* [What needs to be done] From the entries below, copy every line that holds the word "graph".

[Data excerpts]
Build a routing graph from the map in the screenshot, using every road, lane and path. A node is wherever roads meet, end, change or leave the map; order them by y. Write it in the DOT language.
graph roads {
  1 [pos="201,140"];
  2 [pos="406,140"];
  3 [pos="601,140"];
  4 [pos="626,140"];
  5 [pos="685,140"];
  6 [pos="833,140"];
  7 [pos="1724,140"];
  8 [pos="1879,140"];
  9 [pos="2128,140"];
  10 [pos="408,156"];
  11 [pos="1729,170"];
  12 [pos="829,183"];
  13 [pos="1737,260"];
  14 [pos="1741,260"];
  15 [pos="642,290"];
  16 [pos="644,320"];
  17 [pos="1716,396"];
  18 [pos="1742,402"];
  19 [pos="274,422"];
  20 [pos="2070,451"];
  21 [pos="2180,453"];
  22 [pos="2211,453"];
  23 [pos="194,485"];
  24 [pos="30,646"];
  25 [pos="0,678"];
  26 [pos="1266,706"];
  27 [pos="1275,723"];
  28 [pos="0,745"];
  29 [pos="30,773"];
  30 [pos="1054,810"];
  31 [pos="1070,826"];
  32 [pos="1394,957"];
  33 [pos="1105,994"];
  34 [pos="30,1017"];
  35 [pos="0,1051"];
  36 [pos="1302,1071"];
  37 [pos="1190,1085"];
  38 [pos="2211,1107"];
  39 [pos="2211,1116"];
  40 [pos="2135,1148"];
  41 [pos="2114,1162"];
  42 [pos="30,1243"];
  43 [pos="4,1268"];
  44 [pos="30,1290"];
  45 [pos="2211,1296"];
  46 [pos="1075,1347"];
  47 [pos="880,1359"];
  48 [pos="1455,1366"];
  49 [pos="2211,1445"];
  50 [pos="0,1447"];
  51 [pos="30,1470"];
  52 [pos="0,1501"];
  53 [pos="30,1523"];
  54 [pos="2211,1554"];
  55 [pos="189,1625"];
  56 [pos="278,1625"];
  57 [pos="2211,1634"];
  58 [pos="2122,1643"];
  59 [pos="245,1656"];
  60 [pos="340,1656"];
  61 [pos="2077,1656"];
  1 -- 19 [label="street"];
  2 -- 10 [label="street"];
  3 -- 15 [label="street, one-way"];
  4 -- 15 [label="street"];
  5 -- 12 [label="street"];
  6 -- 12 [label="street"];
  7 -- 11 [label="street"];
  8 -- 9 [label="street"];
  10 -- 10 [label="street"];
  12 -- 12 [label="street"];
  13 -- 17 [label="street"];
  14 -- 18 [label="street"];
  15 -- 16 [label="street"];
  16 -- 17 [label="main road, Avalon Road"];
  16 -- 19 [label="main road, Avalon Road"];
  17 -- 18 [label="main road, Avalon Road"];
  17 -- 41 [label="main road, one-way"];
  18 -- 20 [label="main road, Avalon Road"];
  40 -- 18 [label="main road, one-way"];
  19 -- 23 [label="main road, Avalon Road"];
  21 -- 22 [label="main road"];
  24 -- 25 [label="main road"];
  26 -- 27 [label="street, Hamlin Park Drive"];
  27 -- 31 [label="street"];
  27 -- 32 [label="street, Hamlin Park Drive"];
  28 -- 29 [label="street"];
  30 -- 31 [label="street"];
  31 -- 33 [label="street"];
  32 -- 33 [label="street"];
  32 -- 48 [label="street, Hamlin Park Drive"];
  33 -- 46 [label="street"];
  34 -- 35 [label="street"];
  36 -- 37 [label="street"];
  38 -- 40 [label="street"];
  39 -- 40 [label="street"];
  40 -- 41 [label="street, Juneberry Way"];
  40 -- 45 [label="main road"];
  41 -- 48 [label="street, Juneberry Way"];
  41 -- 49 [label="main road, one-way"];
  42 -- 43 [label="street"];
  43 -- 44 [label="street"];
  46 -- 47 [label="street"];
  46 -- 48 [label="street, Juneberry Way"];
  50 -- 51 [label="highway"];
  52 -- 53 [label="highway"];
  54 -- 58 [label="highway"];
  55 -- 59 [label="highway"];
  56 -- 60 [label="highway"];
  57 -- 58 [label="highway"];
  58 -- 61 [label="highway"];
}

* [Solution to the problem]
Build a routing graph from the map in the screenshot, using every road, lane and path. A node is wherever roads meet, end, change or leave the map; order them by y. Write it in the DOT language.
graph roads {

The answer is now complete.